→ WHAT THIS TASK INVOLVES
Please restate each line of the data below exactly. Omit all images.

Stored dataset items
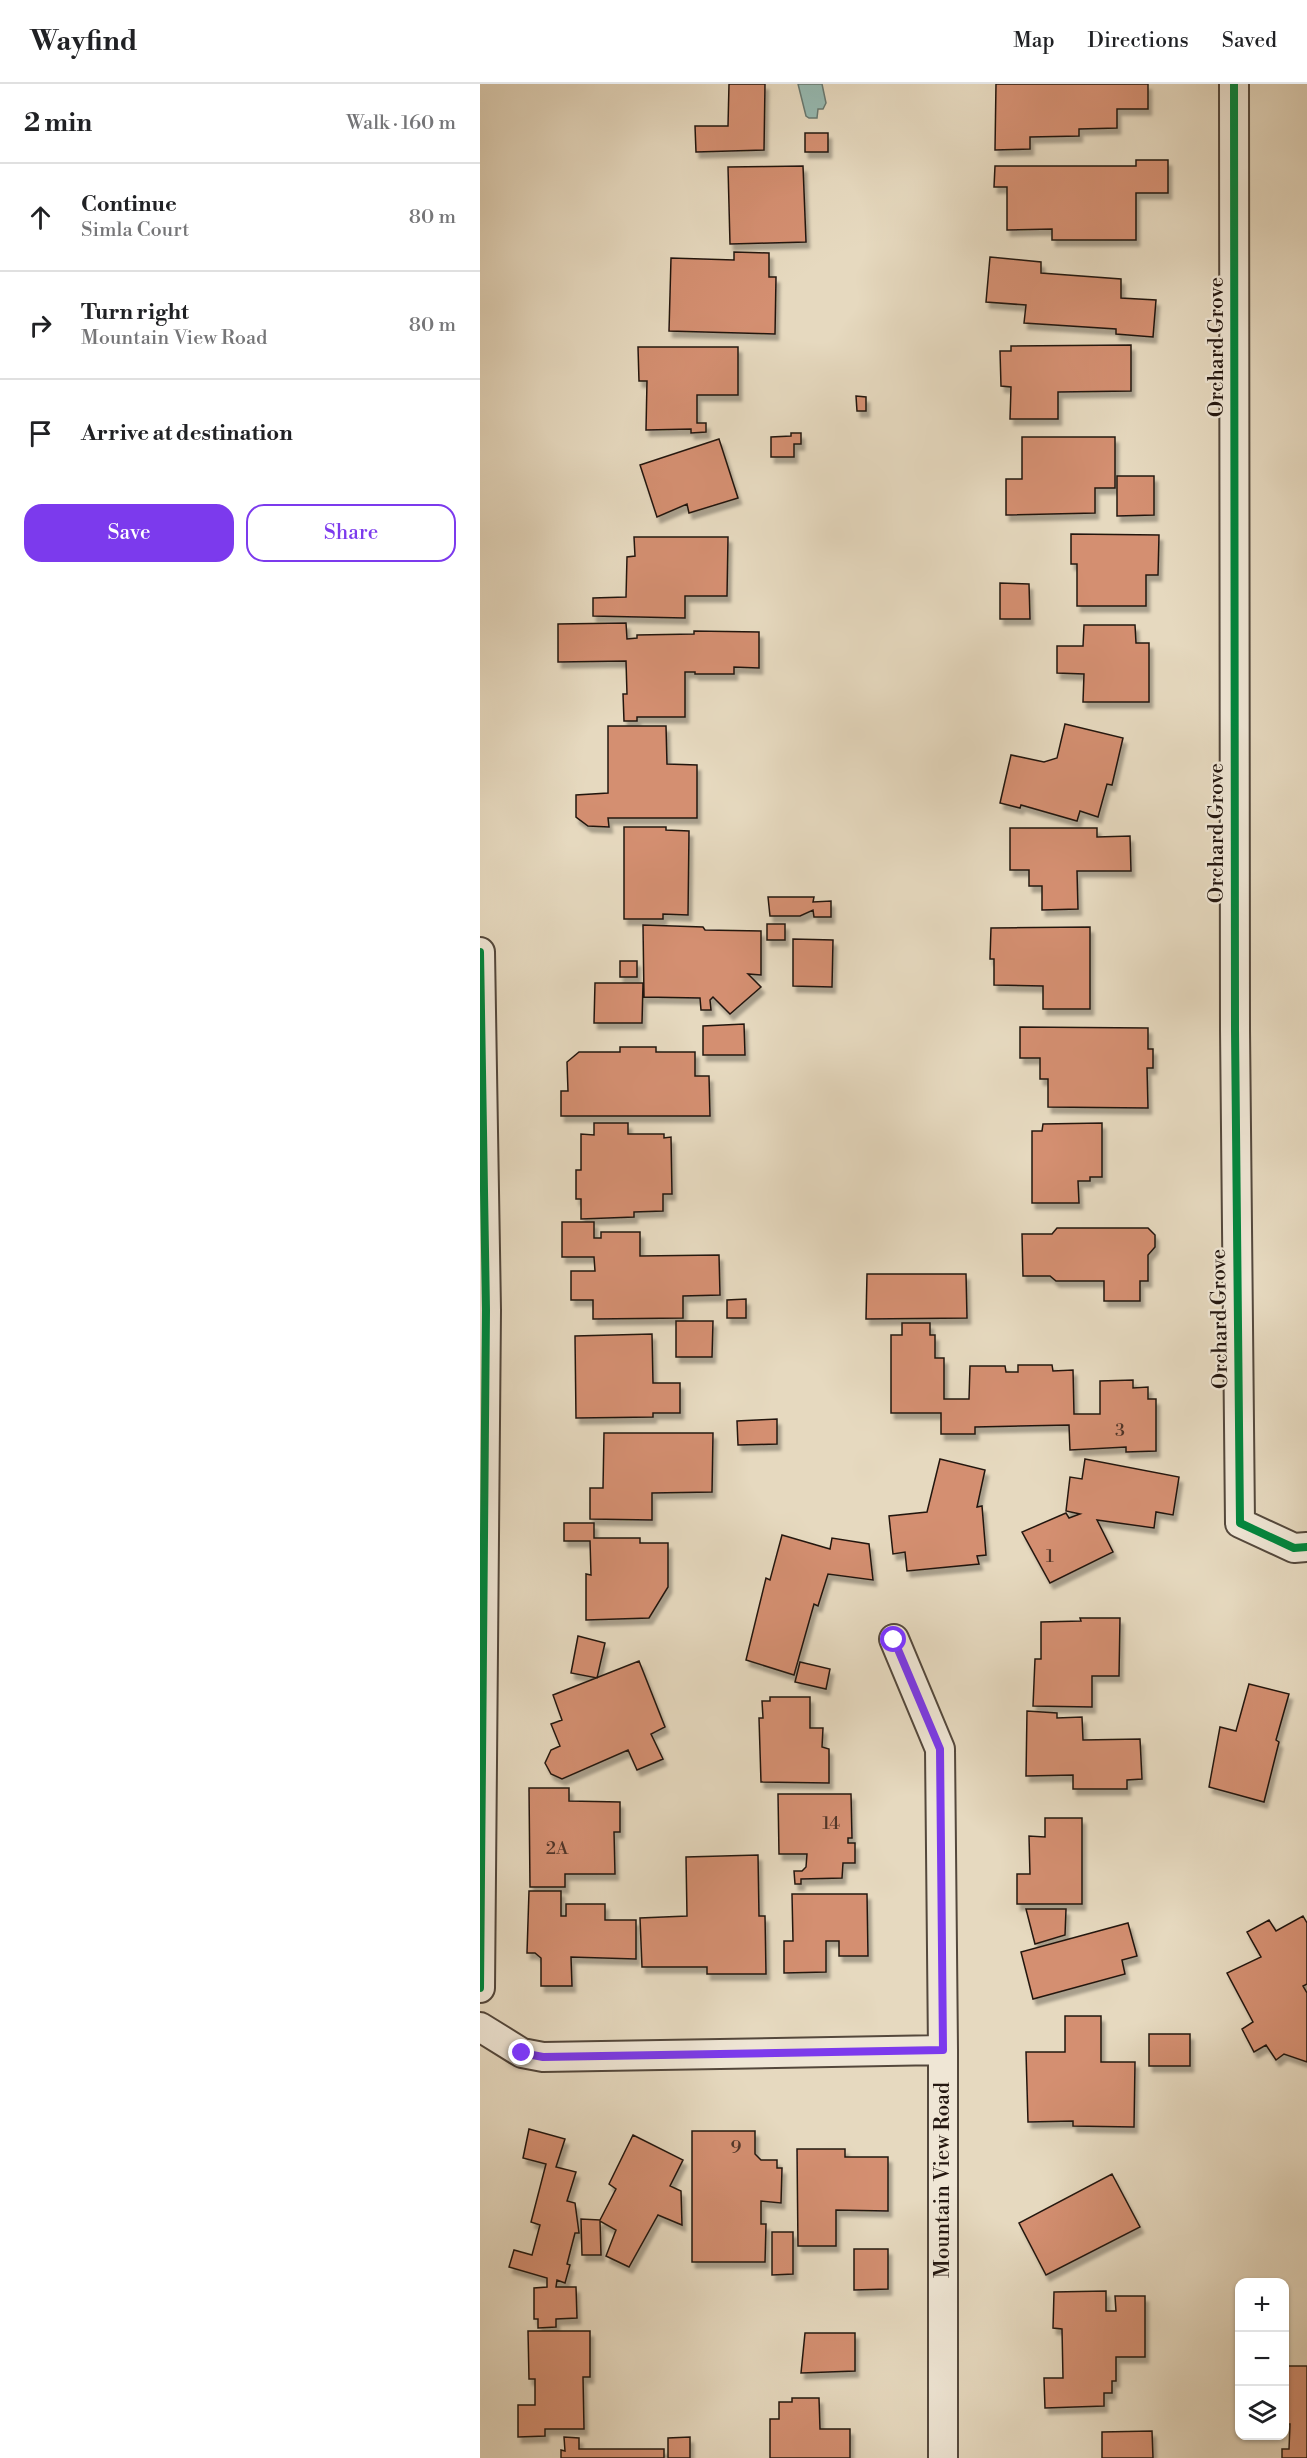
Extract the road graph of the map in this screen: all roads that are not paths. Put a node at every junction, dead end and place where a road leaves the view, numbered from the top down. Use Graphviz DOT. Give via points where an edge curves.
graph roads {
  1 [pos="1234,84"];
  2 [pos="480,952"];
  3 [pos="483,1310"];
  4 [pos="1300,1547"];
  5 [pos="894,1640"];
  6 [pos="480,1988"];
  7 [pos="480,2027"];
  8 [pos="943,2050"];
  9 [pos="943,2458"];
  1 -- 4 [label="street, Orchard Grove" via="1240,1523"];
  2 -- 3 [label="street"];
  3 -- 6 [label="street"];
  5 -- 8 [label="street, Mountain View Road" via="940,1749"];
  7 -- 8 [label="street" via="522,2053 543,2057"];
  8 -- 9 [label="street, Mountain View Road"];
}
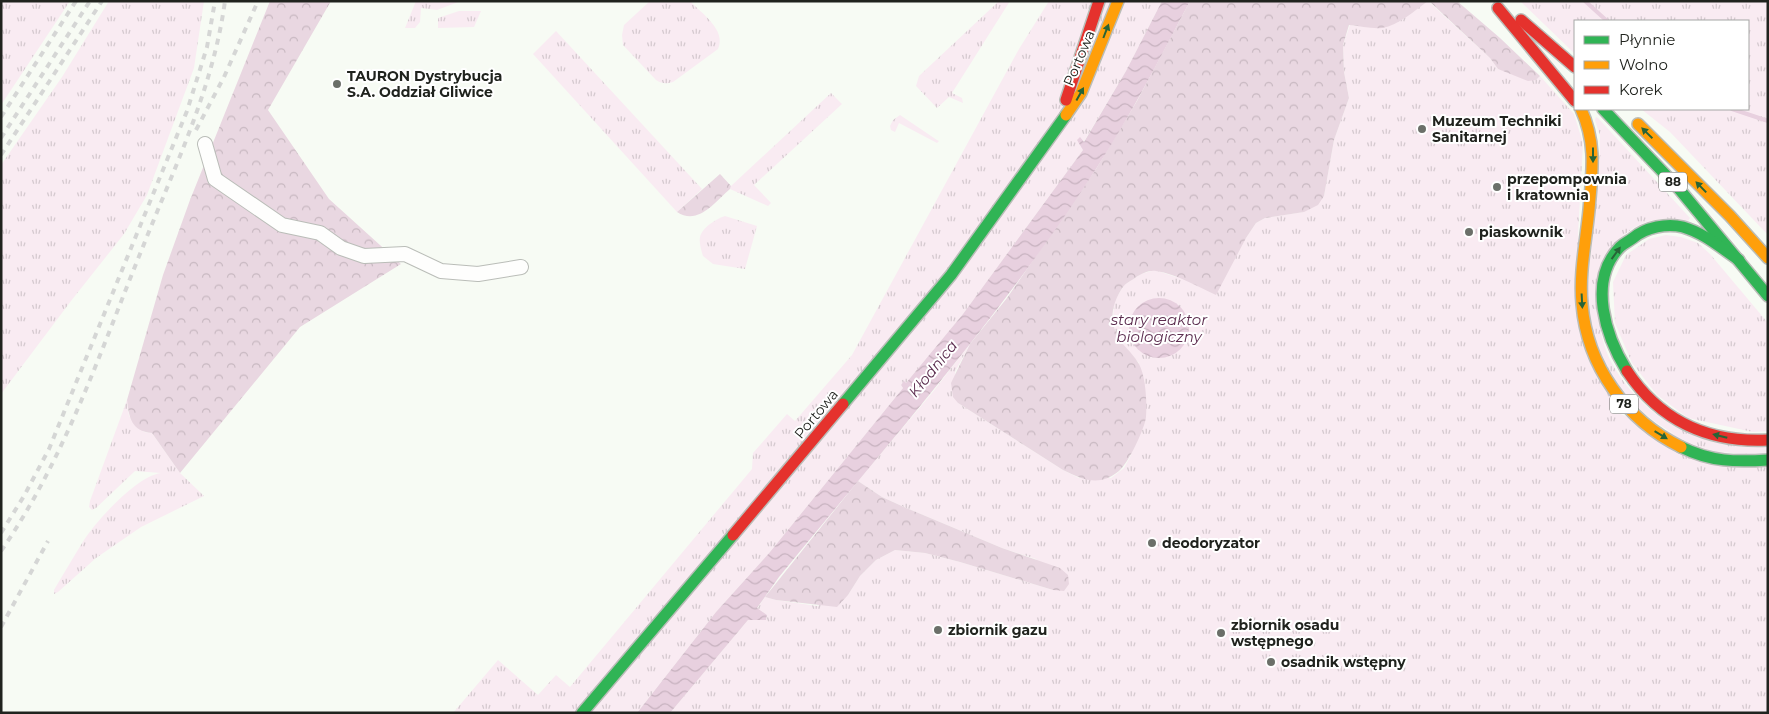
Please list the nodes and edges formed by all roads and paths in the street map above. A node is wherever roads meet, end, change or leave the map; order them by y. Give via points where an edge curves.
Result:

→ OUTPUT OF THE EXERCISE
Extract the road graph of the map in this screen: all roads that are not paths. Put a node at every junction, dead end and place where a road leaves the view, numbered from the top down. Use Graphviz DOT. Give via points where an edge curves.
graph roads {
  1 [pos="1234,84"];
  2 [pos="480,952"];
  3 [pos="483,1310"];
  4 [pos="1300,1547"];
  5 [pos="894,1640"];
  6 [pos="480,1988"];
  7 [pos="480,2027"];
  8 [pos="943,2050"];
  9 [pos="943,2458"];
  1 -- 4 [label="street, Orchard Grove" via="1240,1523"];
  2 -- 3 [label="street"];
  3 -- 6 [label="street"];
  5 -- 8 [label="street, Mountain View Road" via="940,1749"];
  7 -- 8 [label="street" via="522,2053 543,2057"];
  8 -- 9 [label="street, Mountain View Road"];
}
Please list the nodes and edges formed by all roads and paths in the street map above. A node is wherever roads meet, end, change or leave the map; order them by y. Give via points where an edge curves.
Result:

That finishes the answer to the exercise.